Na prefeitura de Caxias, recebeu críticas por criar impostos novos, como a taxa de iluminação pública | Foto: Álbum de Família
Na prefeitura de Caxias, recebeu críticas por criar impostos novos, como a taxa de iluminação pública | Foto: Álbum de Família

Sobre a expressiva votação na Serra e a identificação com a colônia, o ex-prefeito de Caxias Pepe Vargas (PT) analisa que foi o “bairrismo e não o gringuismo” que atraiu o apoio. “Não se deve à questão étnica, mas ao possível favorecimento da região caso venha a ser eleito”, acredita. “Sartori recebeu o município em excelente condição e numa situação privilegiada de financiamentos federais, que antes não existiam. Ele teve capacidade de aproveitar essas características”, reconhece Pepe Vargas. Ele relata que entregou a prefeitura com dinheiro em caixa, sem passivo salarial e previdenciário, e com um conjunto de projetos de captação de recursos encaminhados junto ao governo federal e mantém uma relação cordial e respeitosa com o candidato. “Não faço qualquer ataque ao indivíduo Sartori e mantemos um bom relacionamento pessoal”. Mas ressalta as diferenças políticas. “Dos últimos sete governos, ele esteve em quatro”, diz Pepe, lembrando que Sartori só não governou com Alceu Collares, Olívio Dutra e Tarso Genro.

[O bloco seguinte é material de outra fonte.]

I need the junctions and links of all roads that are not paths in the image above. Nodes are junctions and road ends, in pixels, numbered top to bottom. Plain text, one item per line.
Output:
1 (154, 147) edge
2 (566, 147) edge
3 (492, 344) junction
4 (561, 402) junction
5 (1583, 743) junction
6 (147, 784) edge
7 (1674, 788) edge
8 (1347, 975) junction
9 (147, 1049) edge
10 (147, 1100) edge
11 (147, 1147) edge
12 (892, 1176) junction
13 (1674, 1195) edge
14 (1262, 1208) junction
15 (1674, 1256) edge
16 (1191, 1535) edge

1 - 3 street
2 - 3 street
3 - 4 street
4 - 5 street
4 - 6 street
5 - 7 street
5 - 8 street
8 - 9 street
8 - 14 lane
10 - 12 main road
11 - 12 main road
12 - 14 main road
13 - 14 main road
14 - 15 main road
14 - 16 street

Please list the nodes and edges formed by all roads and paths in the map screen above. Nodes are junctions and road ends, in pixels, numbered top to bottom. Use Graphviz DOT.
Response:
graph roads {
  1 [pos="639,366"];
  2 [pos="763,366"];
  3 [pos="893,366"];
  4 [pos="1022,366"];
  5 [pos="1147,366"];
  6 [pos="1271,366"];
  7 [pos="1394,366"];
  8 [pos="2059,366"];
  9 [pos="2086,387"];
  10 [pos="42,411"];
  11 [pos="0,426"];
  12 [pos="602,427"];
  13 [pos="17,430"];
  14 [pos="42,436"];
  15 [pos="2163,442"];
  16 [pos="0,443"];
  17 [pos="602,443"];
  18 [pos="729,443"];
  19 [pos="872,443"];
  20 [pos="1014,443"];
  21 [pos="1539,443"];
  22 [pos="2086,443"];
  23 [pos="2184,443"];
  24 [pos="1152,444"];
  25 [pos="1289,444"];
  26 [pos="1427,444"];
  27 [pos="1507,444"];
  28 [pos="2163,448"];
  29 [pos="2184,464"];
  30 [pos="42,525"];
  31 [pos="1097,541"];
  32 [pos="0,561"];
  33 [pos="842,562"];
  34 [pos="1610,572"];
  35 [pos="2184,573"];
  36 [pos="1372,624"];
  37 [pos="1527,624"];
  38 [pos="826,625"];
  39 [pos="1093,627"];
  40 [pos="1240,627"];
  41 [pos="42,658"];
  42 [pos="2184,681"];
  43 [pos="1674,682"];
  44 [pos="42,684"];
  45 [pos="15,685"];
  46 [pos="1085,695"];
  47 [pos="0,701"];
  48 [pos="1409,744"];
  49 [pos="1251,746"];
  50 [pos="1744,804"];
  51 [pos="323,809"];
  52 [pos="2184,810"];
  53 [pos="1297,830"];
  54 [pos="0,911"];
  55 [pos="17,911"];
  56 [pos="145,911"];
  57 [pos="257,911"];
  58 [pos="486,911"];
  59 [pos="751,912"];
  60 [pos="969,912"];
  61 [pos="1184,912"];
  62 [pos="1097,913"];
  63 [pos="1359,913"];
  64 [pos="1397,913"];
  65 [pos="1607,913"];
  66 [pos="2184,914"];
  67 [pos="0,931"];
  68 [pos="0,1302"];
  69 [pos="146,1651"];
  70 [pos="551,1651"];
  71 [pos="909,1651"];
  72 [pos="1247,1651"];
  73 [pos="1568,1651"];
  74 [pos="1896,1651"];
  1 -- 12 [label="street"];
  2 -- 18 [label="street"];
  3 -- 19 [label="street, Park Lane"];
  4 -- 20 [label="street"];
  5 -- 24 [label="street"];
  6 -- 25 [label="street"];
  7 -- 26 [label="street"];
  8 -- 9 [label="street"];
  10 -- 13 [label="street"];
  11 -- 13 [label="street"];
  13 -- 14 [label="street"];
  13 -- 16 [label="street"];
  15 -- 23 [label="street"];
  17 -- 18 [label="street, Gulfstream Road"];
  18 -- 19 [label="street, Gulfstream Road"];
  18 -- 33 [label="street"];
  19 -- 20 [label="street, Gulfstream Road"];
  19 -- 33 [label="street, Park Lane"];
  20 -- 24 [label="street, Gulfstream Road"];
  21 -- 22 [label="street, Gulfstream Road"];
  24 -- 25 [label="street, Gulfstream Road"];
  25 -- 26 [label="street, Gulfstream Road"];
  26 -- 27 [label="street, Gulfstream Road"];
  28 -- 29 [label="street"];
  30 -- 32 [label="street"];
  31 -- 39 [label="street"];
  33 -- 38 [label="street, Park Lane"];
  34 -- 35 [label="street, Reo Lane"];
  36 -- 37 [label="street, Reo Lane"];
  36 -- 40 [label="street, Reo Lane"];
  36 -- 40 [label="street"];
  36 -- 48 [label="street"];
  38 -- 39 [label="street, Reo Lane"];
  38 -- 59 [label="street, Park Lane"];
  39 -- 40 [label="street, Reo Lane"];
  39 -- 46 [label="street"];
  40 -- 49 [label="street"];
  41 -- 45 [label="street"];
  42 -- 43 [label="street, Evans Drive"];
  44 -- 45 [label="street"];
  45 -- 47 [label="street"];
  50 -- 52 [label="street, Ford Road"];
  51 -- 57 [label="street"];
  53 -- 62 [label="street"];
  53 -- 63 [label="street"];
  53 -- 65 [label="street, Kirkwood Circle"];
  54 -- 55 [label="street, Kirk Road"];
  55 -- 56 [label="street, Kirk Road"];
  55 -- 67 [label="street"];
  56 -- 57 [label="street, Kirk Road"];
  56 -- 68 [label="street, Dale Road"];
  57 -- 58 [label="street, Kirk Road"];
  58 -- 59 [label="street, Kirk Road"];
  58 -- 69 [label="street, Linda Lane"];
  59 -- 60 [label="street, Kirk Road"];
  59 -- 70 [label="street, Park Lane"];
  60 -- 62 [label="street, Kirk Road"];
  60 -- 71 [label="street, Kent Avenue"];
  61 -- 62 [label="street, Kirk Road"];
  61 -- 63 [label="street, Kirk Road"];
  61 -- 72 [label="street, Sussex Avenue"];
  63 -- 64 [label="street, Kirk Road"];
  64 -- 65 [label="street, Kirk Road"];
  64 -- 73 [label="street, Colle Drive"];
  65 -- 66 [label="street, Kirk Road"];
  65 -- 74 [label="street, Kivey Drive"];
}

Coligado com oito partidos no primeiro turno e com apoio dos dirigentes do PP, PSDB, SDD e DEM para o segundo turno, o candidato do PMDB mantém a mesma linha de campanha no segundo turno. Seu coordenador de marketing, Marcos Martinelli, declarou que o slogan “Meu partido é o Rio Grande” foi criado para atingir o PT. Sartori chegou em primeiro lugar, contrariando as pesquisas de boca de urna que davam 36% para o petista e 29% para o “gringo” do PMDB, fechando a contagem com escore inverso: 40,4% a 32,6%.